Think Chief has got more like this in mind .... please log in to view this image Tel me you are, and not fantasising about the fat Ginger hippy
Get your bench press in first next time mate, your compounds are always best done first then your isolations. You'll measure your bench increases better that way, rather than hitting compounds when some muscles are already fatigued. Great going though, I've just had a pack of doritos
Yeah, I would ordinarily but someone was on the only bench so I did it arse backwards. I could have done it with dumbbells I suppose. Didn't think of that, just grabbed the free cable station.
I've always preferred dumb bells anyway. I tore my rotator cuff on flat bench so always db's now anyway.
Played 5 aside for an hour and a half. Still got the touch but **** all stamina. Best moment was my lads saying they were impressed at how good I was
Got that niggle behind my knee again after last night. The old popliteus issue! Got to be the rowing, it doesn't occur when running, so I might have to sack that for something else. Seem to recall the yoga helped it last time so I'm booked in for some of that Monday evening.
No, I haven't. It's meant to be agonising! I'd have to pay for that, the yoga I got to is part of my monthly leisure centre membership so is 'free'.
Wimp! I'm sure you already know, but be sure to stretch your hamstring before getting back on the rowing machine. Your dodgy knee will love you for it.
Might not take that long. Wasn't too bad today. Another lighter session tomorrow and back in on Sunday. Then my first ever yoga session on Monday night. Gonna shift these extra pounds if it kills me (which is a distinct possibility!)
That's where the yoga also comes in. It is very good for keeping that area in check. Although I admit I jumped right in last night and hadn't warmed up. Well I had, but not my legs.
Am going to ease into the Newcastle diet from tomorrow. Will start at max 1000 cals per day for a week and reduce to 800 in week 2. Will try 600 in week 3 if I survive. Starting weight is 14.8lbs at 6'2". Goal is 13.0 in 6 weeks.

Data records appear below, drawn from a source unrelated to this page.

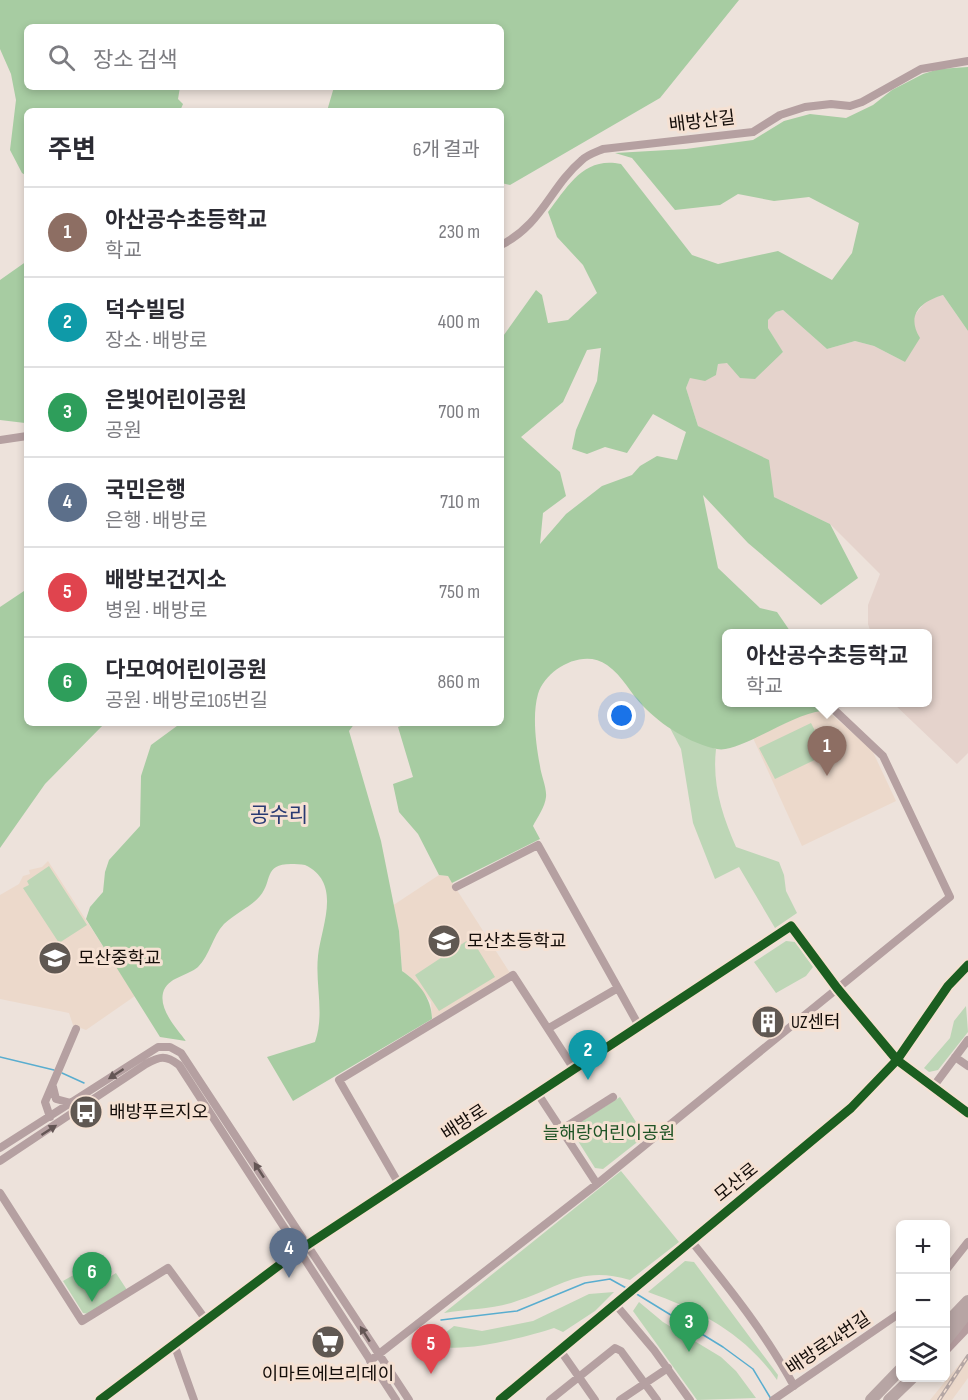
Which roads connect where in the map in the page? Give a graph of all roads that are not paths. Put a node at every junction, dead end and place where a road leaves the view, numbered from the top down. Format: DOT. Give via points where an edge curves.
graph roads {
  1 [pos="968,62"];
  2 [pos="504,244"];
  3 [pos="24,436"];
  4 [pos="0,440"];
  5 [pos="831,707"];
  6 [pos="456,887"];
  7 [pos="968,965"];
  8 [pos="618,988"];
  9 [pos="837,988"];
  10 [pos="639,1026"];
  11 [pos="549,1028"];
  12 [pos="76,1029"];
  13 [pos="968,1040"];
  14 [pos="955,1057"];
  15 [pos="897,1060"];
  16 [pos="968,1066"];
  17 [pos="574,1069"];
  18 [pos="52,1087"];
  19 [pos="933,1087"];
  20 [pos="538,1094"];
  21 [pos="613,1097"];
  22 [pos="71,1103"];
  23 [pos="968,1113"];
  24 [pos="50,1117"];
  25 [pos="561,1130"];
  26 [pos="0,1148"];
  27 [pos="0,1161"];
  28 [pos="399,1184"];
  29 [pos="597,1184"];
  30 [pos="0,1193"];
  31 [pos="692,1242"];
  32 [pos="968,1242"];
  33 [pos="308,1244"];
  34 [pos="298,1251"];
  35 [pos="950,1264"];
  36 [pos="968,1301"];
  37 [pos="618,1303"];
  38 [pos="968,1312"];
  39 [pos="896,1316"];
  40 [pos="950,1319"];
  41 [pos="206,1320"];
  42 [pos="968,1326"];
  43 [pos="950,1334"];
  44 [pos="174,1344"];
  45 [pos="950,1345"];
  46 [pos="560,1350"];
  47 [pos="379,1355"];
  48 [pos="370,1360"];
  49 [pos="668,1368"];
  50 [pos="896,1374"];
  51 [pos="579,1376"];
  52 [pos="907,1382"];
  53 [pos="646,1383"];
  54 [pos="794,1386"];
  55 [pos="100,1400"];
  56 [pos="194,1400"];
  57 [pos="396,1400"];
  58 [pos="409,1400"];
  59 [pos="500,1400"];
  60 [pos="550,1400"];
  61 [pos="595,1400"];
  62 [pos="620,1400"];
  63 [pos="657,1400"];
  64 [pos="690,1400"];
  65 [pos="773,1400"];
  66 [pos="871,1400"];
  67 [pos="889,1400"];
  1 -- 2 [label="street, 배방산길" via="921,69 850,106 805,107 780,115 753,132 603,149 583,158 535,221"];
  3 -- 4 [label="street"];
  5 -- 9 [label="street" via="884,756 950,897"];
  6 -- 8 [label="street" via="538,845"];
  7 -- 15 [label="street, 모산로" via="948,986"];
  8 -- 10 [label="street"];
  8 -- 11 [label="street"];
  9 -- 10 [label="street, 배방로" via="791,926"];
  9 -- 15 [label="street"];
  9 -- 29 [label="street"];
  10 -- 17 [label="street, 배방로"];
  11 -- 17 [label="street"];
  11 -- 28 [label="street" via="513,975 339,1080"];
  12 -- 18 [label="street"];
  13 -- 14 [label="street"];
  14 -- 16 [label="street"];
  14 -- 19 [label="street"];
  15 -- 19 [label="street"];
  15 -- 31 [label="street, 모산로" via="851,1108"];
  17 -- 20 [label="street, 배방로"];
  18 -- 22 [label="street" via="56,1099"];
  18 -- 24 [label="street" via="45,1102"];
  19 -- 23 [label="street"];
  20 -- 25 [label="street"];
  20 -- 28 [label="street, 배방로"];
  21 -- 25 [label="street"];
  22 -- 24 [label="street"];
  33 -- 22 [label="street, one-way" via="181,1053 170,1047 158,1047"];
  24 -- 26 [label="street"];
  25 -- 29 [label="street"];
  27 -- 34 [label="street, one-way" via="146,1064 169,1057 179,1065"];
  28 -- 33 [label="street, 배방로"];
  29 -- 47 [label="street"];
  30 -- 41 [label="street" via="82,1321 168,1268"];
  31 -- 37 [label="street, 모산로"];
  31 -- 54 [label="street" via="774,1348"];
  32 -- 35 [label="street"];
  33 -- 34 [label="street, 배방로"];
  47 -- 33 [label="street, one-way"];
  34 -- 41 [label="street, 배방로"];
  34 -- 48 [label="street"];
  36 -- 40 [label="highway"];
  37 -- 46 [label="street, 모산로"];
  37 -- 49 [label="street"];
  38 -- 43 [label="highway"];
  39 -- 54 [label="street, 배방로14번길"];
  41 -- 44 [label="street, 배방로"];
  42 -- 45 [label="main road"];
  44 -- 55 [label="street, 배방로"];
  44 -- 56 [label="street"];
  46 -- 51 [label="street"];
  46 -- 59 [label="street, 모산로"];
  47 -- 48 [label="street"];
  47 -- 58 [label="street"];
  48 -- 57 [label="street"];
  49 -- 53 [label="street"];
  49 -- 64 [label="street"];
  50 -- 66 [label="highway"];
  51 -- 53 [label="street" via="615,1348"];
  51 -- 60 [label="street"];
  51 -- 61 [label="street"];
  52 -- 67 [label="highway"];
  53 -- 62 [label="street"];
  53 -- 63 [label="street"];
  54 -- 65 [label="street, 배방로14번길"];
}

Got a few bits of equipment indoors; bike, weights, power plate (very effective) and do a fair bit of walking during my working week. Enough to tick over, but the low number of calories shouldn't become a concern. I started a low carb, higher fat diet 2 years ago and lost a fair bit of weight in a matter of 2 weeks (20lbs), but the weight hasn't shifted since then. I'm a TOFI - Thin Outside Fat Inside and really need to hit the visceral fat.
I don't know, I think losing weight is pretty easy as long as you are committed. Really isn't that hard to stick to a diet of 1800-2000 calories a day eating healthily, and you will see results. My biggest issue when I was doing my first cut was actually getting to 2000 calories eating only healthy stuff as they are so low calorie (I did basically only eat chicken and veg though). You could have 2/3 decent sized meals at 1000 calories I reckon if you have a grilled chicken breast and vegetables for every meal. Doing that for longer than a week though and I think you will find it very hard to maintain it and will just crave **** food and binge. The whole point in losing weight is surely to keep it off long term so it shouldn't just be a diet for a month or whatever, it should be changing your eating habits in a positive way and I don't see how massively restricting your calories does that.
I managed to keep the weight off that I lost with the LCHF 2 years ago, so would expect to maintain any new weight loss as I eat healthily anyway what with being diabetic. For me, it's all about directly attacking the stubborn visceral stuff which the Newcastle Diet has shown to be very effective at. Cutting the fats that are a necessary part of my current eating regime (LCHF) should go a long way towards my ultimate 600 cal goal.
OK so to put it simply if you have kept the weight off from 2 years ago but not losing any more then what you currently are eating is your maintenance calorie intake. Have you tried maybe trying to cut out 300-500 calories from what you would normally eat? You would see results from that pretty quickly and it would be sustainable. I have never heard of the Newcastle diet so can't really comment on it, but most of these crash diets are bad news in my experience. I am assuming that it doesn't advocate eating 600 calories a day for longer than a week or 2?
600 calories is starvation territory. You’d better be in pretty good shape before you even attempt that one or you’ll suffer! A guy called Montignac actually wrote a book on not mixing carbs and proteins, I think well before Atkins’s version. His idea was not that you cut out carbs altogether, just never mix the two. So steak and salad is fine, fries No! Pasta is ok, but with no meats or proteins of any kind, Can’t remember it all now, but it’s to do with how the pancreas reacts to the mixture of the two.